Samedi, plusieurs milliers de personnes, basques français et espagnols ont voulu faire entendre leur voix. Ils ont manifesté à Paris pour demander la fin du régime d'exception pour les prisonniers basques condamnés pour leurs liens avec l'organisation séparatiste ETA.

Actuellement, 312 prisonniers et prisonnières basques sont incarcérés des deux côtés de la frontière, dont 62 en France, répartis dans une vingtaine d'établissements. Alors qu'un processus de paix est en marche (L'ETA a renoncé à la lutte armée en octobre 2011), les prisonniers basques sont considérés comme étant encore en lien avec une organisation terroriste et souffrent toujours de ce régime d'exception

"Mes fils doivent prendre un jour sans aller à l'école"

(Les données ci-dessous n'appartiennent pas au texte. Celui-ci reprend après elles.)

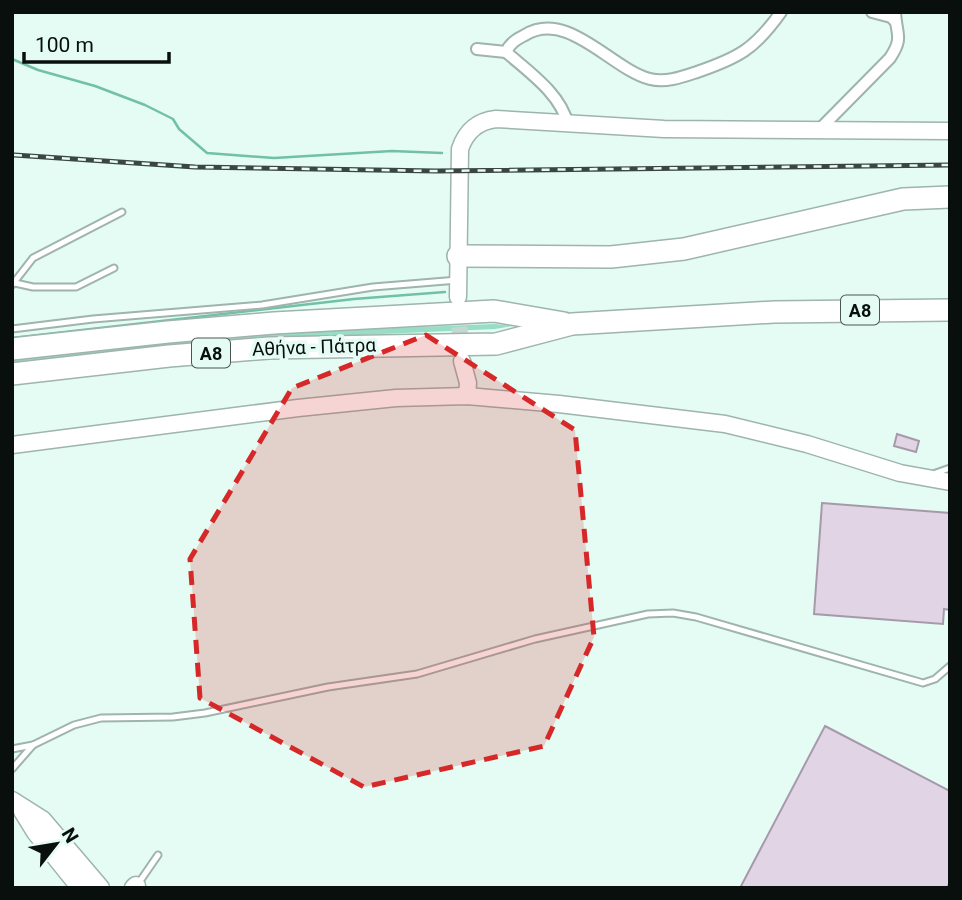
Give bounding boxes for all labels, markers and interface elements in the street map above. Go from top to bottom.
scale bar [24,21,170,65]
text: 100 m [35,33,94,57]
road number: Α8 [841,296,879,324]
street label: Αθήνα - Πάτρα [252,333,377,361]
road number: Α8 [192,338,230,368]
north arrow [21,809,91,879]
text: N [57,824,83,847]

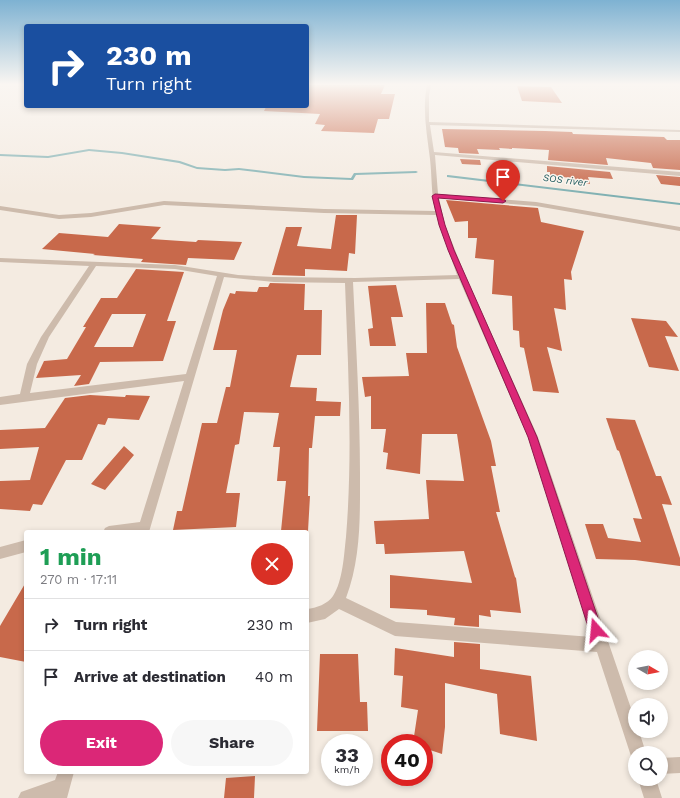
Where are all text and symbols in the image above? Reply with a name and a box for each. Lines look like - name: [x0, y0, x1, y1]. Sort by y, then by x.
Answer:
- text: 230 m: [106, 39, 192, 72]
- icon: right: [40, 40, 92, 92]
- text: Turn right: [106, 73, 192, 94]
- pin: [486, 160, 520, 201]
- icon: arrive: [492, 166, 514, 188]
- water label: SOS river: [542, 172, 589, 188]
- text: 1 min: [40, 543, 102, 571]
- button: close: [251, 543, 293, 585]
- text: 270 m · 17:11: [40, 572, 117, 587]
- position arrow: [575, 609, 617, 651]
- icon: right: [40, 614, 62, 636]
- text: Turn right: [74, 616, 147, 634]
- text: 230 m: [247, 616, 293, 634]
- north arrow: [628, 650, 668, 690]
- map controls: [628, 650, 668, 786]
- icon: arrive: [40, 666, 62, 688]
- text: Arrive at destination: [74, 668, 226, 686]
- text: 40 m: [255, 668, 293, 686]
- button: sound: [628, 698, 668, 738]
- button: Exit: [40, 720, 163, 766]
- button: Share: [171, 720, 293, 766]
- speed limit sign: 40: [381, 734, 433, 786]
- text: 33: [335, 743, 359, 767]
- button: search: [628, 746, 668, 786]
- text: km/h: [334, 764, 360, 775]

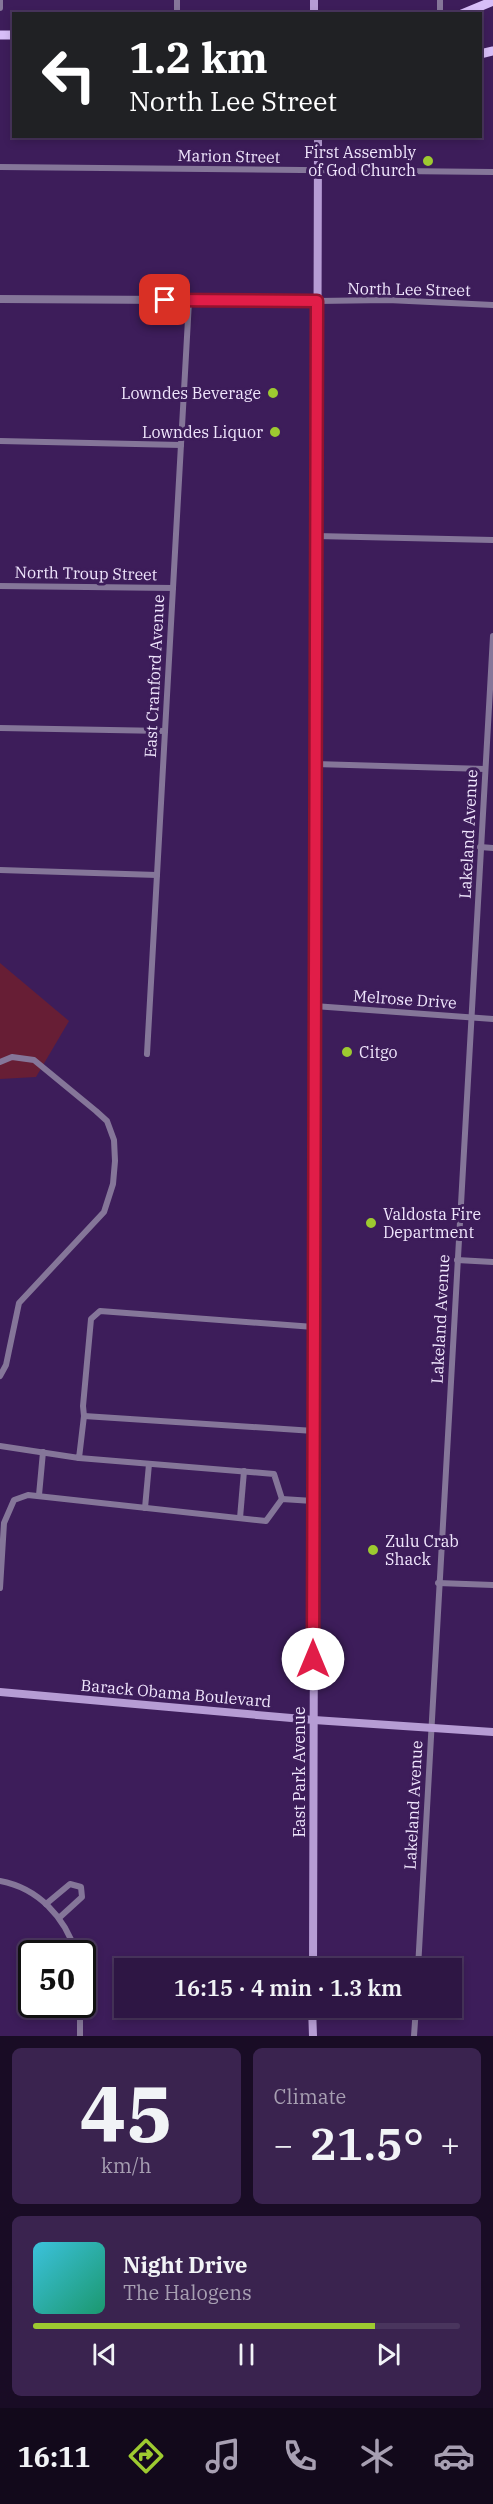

"Les prisonniers au pays basque", c'était le slogan scandé par la foule. Urtzi vient d'Hernani en Espagne. Son frère est emprisonné à Châteauroux, à 650 km de sa famille. "On a les parloirs le vendredi après-midi et le samedi matin. Ça veut dire que moi je dois sortir à 7h du matin de chez moi. Je dois prendre un jour de vacances au travail. Et mes fils doivent prendre un jour sans aller à l'école. Nous, on n'a pas été jugé, mais on est condamné à faire tous ces voyages pour voir notre proche".

En tête de cortège, le maire de Bayonne, Jean René Etchegaray. Il craint des débordements si ces détenus ne sont pas traités rapidement comme des prisonniers du droit commun. "On risque tout simplement d'aboutir à un risque de radicalisation au pays basque alors que nous sommes tous en marche pour faire en sorte que nous entrions dans une période apaisée de l'histoire du pays basque". La prochaine manifestation aura lieu à Bilbao le 13 janvier.